Von Jul. Küster, Zivilingenieur in
Berlin.
(Fortsetzung von S. 151 d. Bd.)
Die internationale Automobil-Ausstellung Berlin 1907.
Bei den bisher erörterten Typen war übereinstimmend ein Kühler vorn vor dem
Motor stehend angeordnet, so eine senkrechte Abschlußwand für den Motorkasten
bildend und technisch am günstigsten wirkend, indem die Stirnwand des Wagens mit der
jeweiligen Fahrgeschwindigkeit die Luft durch die wagerechten Kühlröhrchen
hindurchtreten läßt und die Luftgeschwindigkeit noch durch einen hinter dem Kühler
vorgesehenen Ventilator erhöht wird.
Textabbildung Bd. 323, S. 182
Fig. 19.Alba-Motor.
Textabbildung Bd. 323, S. 182
Fig. 20.Renault-Motor.
Als ein weiteres Beispiel dieser Anordnung mag noch in Fig.

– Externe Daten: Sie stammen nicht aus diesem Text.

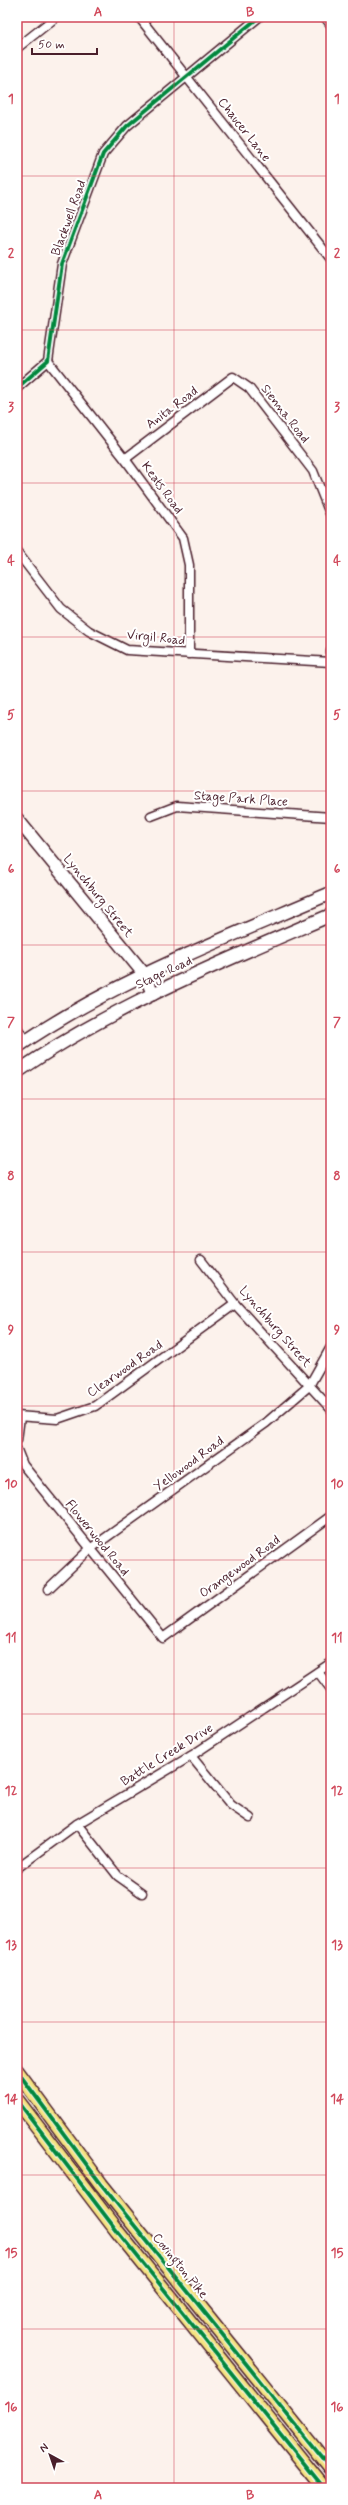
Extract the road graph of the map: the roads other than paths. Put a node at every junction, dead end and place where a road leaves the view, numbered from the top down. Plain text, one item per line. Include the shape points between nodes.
1 (56, 17) edge
2 (139, 17) edge
3 (259, 17) edge
4 (325, 17) edge
5 (331, 25) edge
6 (17, 48) edge
7 (186, 76) junction
8 (331, 259) edge
9 (48, 362) junction
10 (233, 377) joint
11 (17, 388) edge
12 (125, 459) junction
13 (331, 516) edge
14 (17, 552) edge
15 (331, 650) edge
16 (189, 654) junction
17 (331, 662) edge
18 (151, 816) dead end
19 (331, 817) edge
20 (17, 819) edge
21 (331, 893) edge
22 (331, 915) edge
23 (145, 975) junction
24 (153, 994) junction
25 (17, 1028) edge
26 (22, 1044) edge
27 (17, 1072) edge
28 (200, 1260) dead end
29 (235, 1304) junction
30 (331, 1347) edge
31 (308, 1386) junction
32 (331, 1409) edge
33 (18, 1417) edge
34 (17, 1440) edge
35 (17, 1450) edge
36 (331, 1516) edge
37 (90, 1549) junction
38 (48, 1589) dead end
39 (163, 1638) joint
40 (331, 1663) edge
41 (318, 1672) junction
42 (331, 1689) edge
43 (192, 1756) junction
44 (250, 1818) dead end
45 (77, 1824) junction
46 (17, 1868) edge
47 (142, 1893) dead end
48 (17, 2071) edge
49 (17, 2100) edge
50 (331, 2469) edge
51 (324, 2488) edge

1 - 6 street
2 - 7 street, Chaucer Lane
3 - 7 street, Blackwell Road
4 - 5 street
7 - 8 street, Chaucer Lane
7 - 9 street, Blackwell Road via 127,126 103,154 62,264
9 - 11 street
9 - 12 street, Keats Road
10 - 12 street, Anita Road
10 - 13 street, Sienna Road via 249,388 313,471
12 - 16 street, Keats Road via 183,538 189,565
14 - 16 street, Virgil Road via 61,609 89,632 127,650
15 - 17 street
16 - 17 street, Virgil Road
18 - 19 street, Stage Park Place via 177,806
20 - 23 main road, Lynchburg Street
21 - 23 main road, Stage Road
22 - 24 main road, Stage Road
23 - 24 main road, Lynchburg Street
23 - 26 main road, Stage Road
24 - 27 main road, Stage Road via 108,1016
25 - 26 street
28 - 29 street, Lynchburg Street
29 - 31 street, Lynchburg Street
29 - 33 street, Clearwood Road via 95,1406 57,1419
30 - 31 street, Yellowood Road
31 - 32 street, Lynchburg Street
31 - 37 street, Yellowood Road via 266,1423
33 - 34 street
35 - 37 street, Flowerwood Road via 23,1465
36 - 39 street, Orangewood Road
37 - 38 street, Yellowood Road
37 - 39 street, Flowerwood Road
40 - 41 street, Battle Creek Drive
41 - 42 street
41 - 43 street, Battle Creek Drive
43 - 44 street via 230,1805
43 - 45 street, Battle Creek Drive
45 - 46 street, Battle Creek Drive
45 - 47 street via 118,1876
48 - 50 main road, Covington Pike via 101,2184
49 - 51 main road, Covington Pike via 117,2231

19 der Einbau des wohl nach jeder Richtung vorzüglich durchkonstruierten,
als ganz neue Type auf dem Markt erscheinenden Alba-Motors (Triest) gezeigt werden. Bemerkenswert sind hinsichtlich der eben
erörterten Kühlung noch die Kappen mit dem Auslaßstutzen zentral über den Zylindern
und durch dieselben hindurchgeführt, die in den Verbrennungsraum führenden Leitungen
zum Entlüften mit den Kompressionshähnen. Ueber denselben befinden sich die
Benzinschalen, durch welche beim Andrehen Benzin in den Verbrennungsraum der
vier Zylinder eingeführt werden kann, und durch diese originell abgedichteten, durch
das Kühlwasser hindurchgeführten Kompressionshähne kann bei Bedarf auch das korrekte
Zünden der einzelnen Zylinder kontrolliert werden. Auch der Einlaß des Kühlwassers
in die beiden Zylindermantelpaare, welche unmittelbar hinter dem Kühler vorgesehen
sind, ist auf der Abbildung erkenntlich.
Eine Abweichung von dieser modernen Anordnung der Kühlung bildet der gleichfalls ganz
vorzüglich durchkonstruierte Renault-Motor (Fig. 20). Der Kühler ist bei dieser Type unmittelbar
hinter dem Motor, also zwischen Motor und Führersitz angeordnet (s. Fig. 21), so daß die Motorhaube, wie dieselbe
Abbildung zeigt, geschmackvoll nach vorne spitz zulaufen kann. Dies war die
allgemeinere Anordnung der Motorhaube vor Einführung der Röhrenkühler und bietet den
Vorteil noch leichterer Zugänglichkeit der Einzelteile, wie Magnetapparat, Vergaser
und dergl. In die Augen fallend ist ferner die starke Abmessung der Kühlwasserrohre,
sowie der Gummiverbindungen zwischen den an den Motorzylindern befestigten
Rohrteilen und den an dem Kühler befestigten Stutzen. Letztere sind beide
unmittelbar am Kühler vorgesehen (s. Fig. 20), so
daß also eine Kühlwasserpumpe nicht erforderlich ist. Das Kühlwasser steigt vielmehr
an den erhitzten Zylinderwänden infolge der geringeren Dichte des erwärmten Wassers
von selbst hoch („Thermosiphon – Kühlung“), und um hierbei einen möglichst
schnellen Wasserumlauf zu erzielen, sind die Leitungen so stark dimensioniert. Die
senkrechten, mit Metallrippen versehenen Kühlrohre des Kühlers werden von Luft
umstrichen, die seitlich oben rechts und links der Motorhaube eintritt und nach
unten durch Ventilatorschaufeln des Schwungrades abgesaugt wird.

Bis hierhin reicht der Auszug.